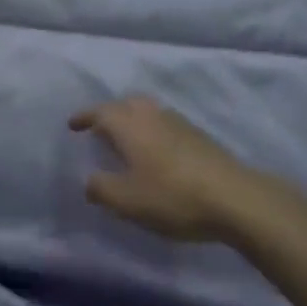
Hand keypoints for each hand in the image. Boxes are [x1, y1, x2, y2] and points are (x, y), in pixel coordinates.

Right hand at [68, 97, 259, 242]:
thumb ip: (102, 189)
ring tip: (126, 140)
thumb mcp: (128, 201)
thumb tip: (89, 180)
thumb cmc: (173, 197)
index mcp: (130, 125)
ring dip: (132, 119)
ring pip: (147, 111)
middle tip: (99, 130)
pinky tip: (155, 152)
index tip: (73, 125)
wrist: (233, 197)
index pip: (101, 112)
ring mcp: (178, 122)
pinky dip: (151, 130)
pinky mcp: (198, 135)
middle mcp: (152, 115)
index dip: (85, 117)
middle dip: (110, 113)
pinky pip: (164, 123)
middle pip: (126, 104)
------------
Everything from the line with "ring tip: (126, 140)" through the line with "wrist: (233, 197)" in the listing above must be retyped exactly, with nothing added.

ring tip: (126, 140)
thumb mcp: (128, 201)
thumb tip: (89, 180)
thumb cmc: (173, 197)
index mcp: (130, 125)
ring dip: (132, 119)
ring pip: (147, 111)
middle tip: (99, 130)
pinky tip: (155, 152)
index tip: (73, 125)
wrist: (233, 197)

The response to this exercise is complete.